Data shown Start Marker

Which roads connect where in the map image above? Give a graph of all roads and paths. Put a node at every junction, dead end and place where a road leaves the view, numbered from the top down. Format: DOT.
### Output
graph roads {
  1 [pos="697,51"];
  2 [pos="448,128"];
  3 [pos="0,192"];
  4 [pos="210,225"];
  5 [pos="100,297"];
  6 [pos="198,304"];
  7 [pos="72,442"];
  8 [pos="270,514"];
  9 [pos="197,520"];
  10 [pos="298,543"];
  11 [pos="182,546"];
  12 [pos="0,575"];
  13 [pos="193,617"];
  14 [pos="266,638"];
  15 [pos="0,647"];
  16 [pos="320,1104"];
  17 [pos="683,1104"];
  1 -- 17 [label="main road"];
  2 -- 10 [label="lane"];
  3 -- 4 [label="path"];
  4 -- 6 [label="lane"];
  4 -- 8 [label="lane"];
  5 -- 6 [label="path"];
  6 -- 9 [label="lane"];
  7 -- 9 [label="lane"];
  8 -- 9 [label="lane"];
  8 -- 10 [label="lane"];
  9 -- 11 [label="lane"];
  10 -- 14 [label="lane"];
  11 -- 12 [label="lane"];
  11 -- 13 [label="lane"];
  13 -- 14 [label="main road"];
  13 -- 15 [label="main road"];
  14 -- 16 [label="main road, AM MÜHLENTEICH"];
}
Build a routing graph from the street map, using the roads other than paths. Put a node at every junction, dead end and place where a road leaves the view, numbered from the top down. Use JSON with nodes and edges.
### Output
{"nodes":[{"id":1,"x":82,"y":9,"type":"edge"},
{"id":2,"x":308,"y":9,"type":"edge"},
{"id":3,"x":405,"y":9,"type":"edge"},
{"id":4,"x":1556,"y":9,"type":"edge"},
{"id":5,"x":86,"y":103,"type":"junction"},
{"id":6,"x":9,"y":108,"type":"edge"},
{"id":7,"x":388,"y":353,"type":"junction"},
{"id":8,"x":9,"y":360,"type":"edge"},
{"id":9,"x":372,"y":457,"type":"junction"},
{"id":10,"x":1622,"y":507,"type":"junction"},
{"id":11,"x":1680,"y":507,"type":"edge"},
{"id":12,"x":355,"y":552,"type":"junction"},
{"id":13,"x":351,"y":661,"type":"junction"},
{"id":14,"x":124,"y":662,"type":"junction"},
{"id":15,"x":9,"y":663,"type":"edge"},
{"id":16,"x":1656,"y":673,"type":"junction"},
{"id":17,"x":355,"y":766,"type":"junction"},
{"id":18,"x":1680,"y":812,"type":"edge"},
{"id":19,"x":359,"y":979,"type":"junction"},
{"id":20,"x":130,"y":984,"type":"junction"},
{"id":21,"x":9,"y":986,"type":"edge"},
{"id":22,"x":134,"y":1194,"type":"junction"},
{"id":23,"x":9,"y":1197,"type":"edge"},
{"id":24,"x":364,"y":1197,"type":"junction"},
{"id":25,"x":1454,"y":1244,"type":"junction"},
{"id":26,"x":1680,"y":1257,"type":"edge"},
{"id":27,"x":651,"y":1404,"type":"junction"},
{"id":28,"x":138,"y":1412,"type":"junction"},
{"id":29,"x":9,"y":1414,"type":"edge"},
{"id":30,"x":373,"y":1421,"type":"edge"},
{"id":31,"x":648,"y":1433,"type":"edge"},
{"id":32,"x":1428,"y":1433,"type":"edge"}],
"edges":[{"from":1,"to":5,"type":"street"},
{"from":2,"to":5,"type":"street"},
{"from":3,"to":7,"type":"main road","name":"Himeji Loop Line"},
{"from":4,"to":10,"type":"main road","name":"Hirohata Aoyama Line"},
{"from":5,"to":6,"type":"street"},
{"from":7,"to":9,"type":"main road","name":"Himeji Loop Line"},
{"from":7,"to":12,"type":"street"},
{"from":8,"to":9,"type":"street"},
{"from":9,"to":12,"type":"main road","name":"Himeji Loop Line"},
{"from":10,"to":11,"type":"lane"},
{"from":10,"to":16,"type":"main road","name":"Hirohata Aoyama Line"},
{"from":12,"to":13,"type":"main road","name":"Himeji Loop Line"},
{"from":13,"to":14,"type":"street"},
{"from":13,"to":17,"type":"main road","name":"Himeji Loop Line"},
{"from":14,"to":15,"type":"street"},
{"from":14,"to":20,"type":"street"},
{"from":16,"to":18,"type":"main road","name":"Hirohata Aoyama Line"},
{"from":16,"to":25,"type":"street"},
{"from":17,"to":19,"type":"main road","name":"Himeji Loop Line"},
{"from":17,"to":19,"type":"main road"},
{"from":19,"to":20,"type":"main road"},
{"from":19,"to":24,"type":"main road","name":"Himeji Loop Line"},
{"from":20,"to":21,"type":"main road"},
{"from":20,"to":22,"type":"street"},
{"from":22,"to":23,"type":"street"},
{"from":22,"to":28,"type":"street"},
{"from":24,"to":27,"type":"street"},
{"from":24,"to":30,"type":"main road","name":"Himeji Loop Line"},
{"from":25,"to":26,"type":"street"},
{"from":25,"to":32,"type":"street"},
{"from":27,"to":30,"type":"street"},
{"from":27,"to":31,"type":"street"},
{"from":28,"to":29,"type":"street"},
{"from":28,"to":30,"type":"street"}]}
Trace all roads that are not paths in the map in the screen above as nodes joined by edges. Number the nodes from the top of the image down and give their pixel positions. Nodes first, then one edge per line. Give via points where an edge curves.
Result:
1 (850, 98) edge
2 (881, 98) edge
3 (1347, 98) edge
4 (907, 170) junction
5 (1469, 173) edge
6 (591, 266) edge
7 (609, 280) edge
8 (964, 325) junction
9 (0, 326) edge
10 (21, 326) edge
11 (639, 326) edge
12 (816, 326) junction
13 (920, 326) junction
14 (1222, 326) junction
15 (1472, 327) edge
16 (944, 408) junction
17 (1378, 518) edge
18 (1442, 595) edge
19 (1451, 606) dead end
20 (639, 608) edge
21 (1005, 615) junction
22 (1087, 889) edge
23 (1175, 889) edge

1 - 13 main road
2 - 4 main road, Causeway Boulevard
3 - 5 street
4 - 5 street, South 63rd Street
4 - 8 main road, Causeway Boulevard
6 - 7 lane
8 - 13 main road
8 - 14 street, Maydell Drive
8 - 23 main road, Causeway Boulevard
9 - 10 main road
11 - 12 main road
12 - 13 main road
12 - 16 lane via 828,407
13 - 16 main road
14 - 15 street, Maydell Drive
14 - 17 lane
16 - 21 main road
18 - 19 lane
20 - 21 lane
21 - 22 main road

Data shown End Marker

- **What you should do**: Reproduce exactly the lines from the beginning of the entries above up to and including the line that contains "Build a routing".

- **Output for this exercise**:
Which roads connect where in the map image above? Give a graph of all roads and paths. Put a node at every junction, dead end and place where a road leaves the view, numbered from the top down. Format: DOT.
### Output
graph roads {
  1 [pos="697,51"];
  2 [pos="448,128"];
  3 [pos="0,192"];
  4 [pos="210,225"];
  5 [pos="100,297"];
  6 [pos="198,304"];
  7 [pos="72,442"];
  8 [pos="270,514"];
  9 [pos="197,520"];
  10 [pos="298,543"];
  11 [pos="182,546"];
  12 [pos="0,575"];
  13 [pos="193,617"];
  14 [pos="266,638"];
  15 [pos="0,647"];
  16 [pos="320,1104"];
  17 [pos="683,1104"];
  1 -- 17 [label="main road"];
  2 -- 10 [label="lane"];
  3 -- 4 [label="path"];
  4 -- 6 [label="lane"];
  4 -- 8 [label="lane"];
  5 -- 6 [label="path"];
  6 -- 9 [label="lane"];
  7 -- 9 [label="lane"];
  8 -- 9 [label="lane"];
  8 -- 10 [label="lane"];
  9 -- 11 [label="lane"];
  10 -- 14 [label="lane"];
  11 -- 12 [label="lane"];
  11 -- 13 [label="lane"];
  13 -- 14 [label="main road"];
  13 -- 15 [label="main road"];
  14 -- 16 [label="main road, AM MÜHLENTEICH"];
}
Build a routing graph from the street map, using the roads other than paths. Put a node at every junction, dead end and place where a road leaves the view, numbered from the top down. Use JSON with nodes and edges.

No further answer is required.